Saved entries
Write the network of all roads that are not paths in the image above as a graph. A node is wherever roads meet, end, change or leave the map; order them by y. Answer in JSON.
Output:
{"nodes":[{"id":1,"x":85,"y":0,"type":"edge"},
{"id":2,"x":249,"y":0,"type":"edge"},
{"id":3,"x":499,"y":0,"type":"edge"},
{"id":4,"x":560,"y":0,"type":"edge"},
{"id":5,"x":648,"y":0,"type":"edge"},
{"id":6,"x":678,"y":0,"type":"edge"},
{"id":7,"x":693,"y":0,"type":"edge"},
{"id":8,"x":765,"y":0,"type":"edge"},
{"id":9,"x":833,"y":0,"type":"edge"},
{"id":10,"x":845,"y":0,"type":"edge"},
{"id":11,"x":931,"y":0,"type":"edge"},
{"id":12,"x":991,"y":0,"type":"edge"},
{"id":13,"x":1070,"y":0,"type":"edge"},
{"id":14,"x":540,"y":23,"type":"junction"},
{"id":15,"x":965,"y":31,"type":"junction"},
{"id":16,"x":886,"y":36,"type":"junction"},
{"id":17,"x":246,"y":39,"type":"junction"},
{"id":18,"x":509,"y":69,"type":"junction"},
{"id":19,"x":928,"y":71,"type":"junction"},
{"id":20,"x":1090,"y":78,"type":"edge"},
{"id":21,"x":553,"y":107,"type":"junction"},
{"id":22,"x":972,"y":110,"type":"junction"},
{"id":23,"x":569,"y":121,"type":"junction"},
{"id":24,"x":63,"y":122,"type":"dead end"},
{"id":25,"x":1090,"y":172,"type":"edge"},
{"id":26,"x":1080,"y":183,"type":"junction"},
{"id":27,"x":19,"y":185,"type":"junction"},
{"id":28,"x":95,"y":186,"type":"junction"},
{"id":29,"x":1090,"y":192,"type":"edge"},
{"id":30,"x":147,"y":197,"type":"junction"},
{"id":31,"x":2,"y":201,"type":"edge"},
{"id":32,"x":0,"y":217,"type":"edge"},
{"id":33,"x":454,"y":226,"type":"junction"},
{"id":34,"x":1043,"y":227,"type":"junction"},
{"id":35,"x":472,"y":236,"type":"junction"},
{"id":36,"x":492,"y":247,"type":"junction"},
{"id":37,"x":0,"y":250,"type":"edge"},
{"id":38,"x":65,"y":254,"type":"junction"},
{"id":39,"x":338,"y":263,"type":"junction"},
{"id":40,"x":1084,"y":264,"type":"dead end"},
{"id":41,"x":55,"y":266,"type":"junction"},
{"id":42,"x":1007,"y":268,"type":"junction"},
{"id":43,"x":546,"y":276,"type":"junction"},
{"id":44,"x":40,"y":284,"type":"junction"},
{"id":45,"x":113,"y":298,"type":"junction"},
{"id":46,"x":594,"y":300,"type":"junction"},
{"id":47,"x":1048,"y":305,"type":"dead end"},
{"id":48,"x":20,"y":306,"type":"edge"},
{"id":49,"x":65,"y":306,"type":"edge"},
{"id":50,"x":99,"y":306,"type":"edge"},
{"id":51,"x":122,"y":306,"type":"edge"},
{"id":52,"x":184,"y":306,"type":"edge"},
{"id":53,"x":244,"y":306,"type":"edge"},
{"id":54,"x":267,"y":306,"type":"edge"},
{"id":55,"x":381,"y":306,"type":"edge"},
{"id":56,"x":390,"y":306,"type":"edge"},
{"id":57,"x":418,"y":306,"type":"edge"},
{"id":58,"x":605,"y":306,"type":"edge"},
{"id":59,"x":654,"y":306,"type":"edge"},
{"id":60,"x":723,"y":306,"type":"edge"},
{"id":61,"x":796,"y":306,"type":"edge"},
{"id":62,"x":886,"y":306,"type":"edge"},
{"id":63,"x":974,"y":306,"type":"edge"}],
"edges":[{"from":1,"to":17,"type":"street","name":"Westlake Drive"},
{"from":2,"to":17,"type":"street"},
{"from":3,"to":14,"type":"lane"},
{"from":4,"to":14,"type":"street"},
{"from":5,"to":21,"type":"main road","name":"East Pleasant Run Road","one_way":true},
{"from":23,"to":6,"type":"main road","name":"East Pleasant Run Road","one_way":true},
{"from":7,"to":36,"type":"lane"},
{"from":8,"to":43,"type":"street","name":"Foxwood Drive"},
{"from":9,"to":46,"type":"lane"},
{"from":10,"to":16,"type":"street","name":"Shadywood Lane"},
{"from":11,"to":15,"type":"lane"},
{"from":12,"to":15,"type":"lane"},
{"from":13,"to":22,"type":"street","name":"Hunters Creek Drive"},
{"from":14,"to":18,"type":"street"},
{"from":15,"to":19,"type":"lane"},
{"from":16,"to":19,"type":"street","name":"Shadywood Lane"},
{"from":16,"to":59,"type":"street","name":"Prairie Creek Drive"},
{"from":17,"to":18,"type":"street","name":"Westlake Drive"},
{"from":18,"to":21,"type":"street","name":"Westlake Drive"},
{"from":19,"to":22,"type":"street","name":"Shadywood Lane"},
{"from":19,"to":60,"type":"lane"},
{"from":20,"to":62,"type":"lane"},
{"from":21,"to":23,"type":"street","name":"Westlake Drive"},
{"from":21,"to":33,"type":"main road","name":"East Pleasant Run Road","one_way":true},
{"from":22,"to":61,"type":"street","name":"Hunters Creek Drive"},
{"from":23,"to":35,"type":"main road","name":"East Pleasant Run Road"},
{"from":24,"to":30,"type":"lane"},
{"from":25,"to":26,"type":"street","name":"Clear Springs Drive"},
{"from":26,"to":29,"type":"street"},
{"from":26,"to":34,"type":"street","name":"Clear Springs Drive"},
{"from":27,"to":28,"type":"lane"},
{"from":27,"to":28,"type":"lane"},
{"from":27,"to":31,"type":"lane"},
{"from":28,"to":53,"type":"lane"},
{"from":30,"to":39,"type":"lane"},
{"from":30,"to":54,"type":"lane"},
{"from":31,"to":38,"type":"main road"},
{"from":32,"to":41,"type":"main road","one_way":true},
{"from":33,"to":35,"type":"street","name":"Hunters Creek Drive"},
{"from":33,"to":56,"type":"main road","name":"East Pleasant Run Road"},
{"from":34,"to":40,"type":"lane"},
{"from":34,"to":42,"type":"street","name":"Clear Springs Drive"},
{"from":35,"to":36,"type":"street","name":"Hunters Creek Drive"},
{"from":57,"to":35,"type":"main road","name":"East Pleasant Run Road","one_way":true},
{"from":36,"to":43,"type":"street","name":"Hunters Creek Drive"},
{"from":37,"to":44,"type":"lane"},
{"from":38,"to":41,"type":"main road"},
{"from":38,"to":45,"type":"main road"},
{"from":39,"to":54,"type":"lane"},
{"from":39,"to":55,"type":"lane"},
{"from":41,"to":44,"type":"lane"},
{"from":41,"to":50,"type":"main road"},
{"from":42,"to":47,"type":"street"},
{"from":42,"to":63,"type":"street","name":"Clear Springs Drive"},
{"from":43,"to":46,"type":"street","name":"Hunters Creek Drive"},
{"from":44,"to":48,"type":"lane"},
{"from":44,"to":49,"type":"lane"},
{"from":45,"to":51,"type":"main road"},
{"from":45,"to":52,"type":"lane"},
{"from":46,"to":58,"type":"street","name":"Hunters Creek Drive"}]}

AIM OF THE TASK: From the records above, copy every line that holds the word "Hunters".

EXPECTED ANSWER:
{"from":13,"to":22,"type":"street","name":"Hunters Creek Drive"},
{"from":22,"to":61,"type":"street","name":"Hunters Creek Drive"},
{"from":33,"to":35,"type":"street","name":"Hunters Creek Drive"},
{"from":35,"to":36,"type":"street","name":"Hunters Creek Drive"},
{"from":36,"to":43,"type":"street","name":"Hunters Creek Drive"},
{"from":43,"to":46,"type":"street","name":"Hunters Creek Drive"},
{"from":46,"to":58,"type":"street","name":"Hunters Creek Drive"}]}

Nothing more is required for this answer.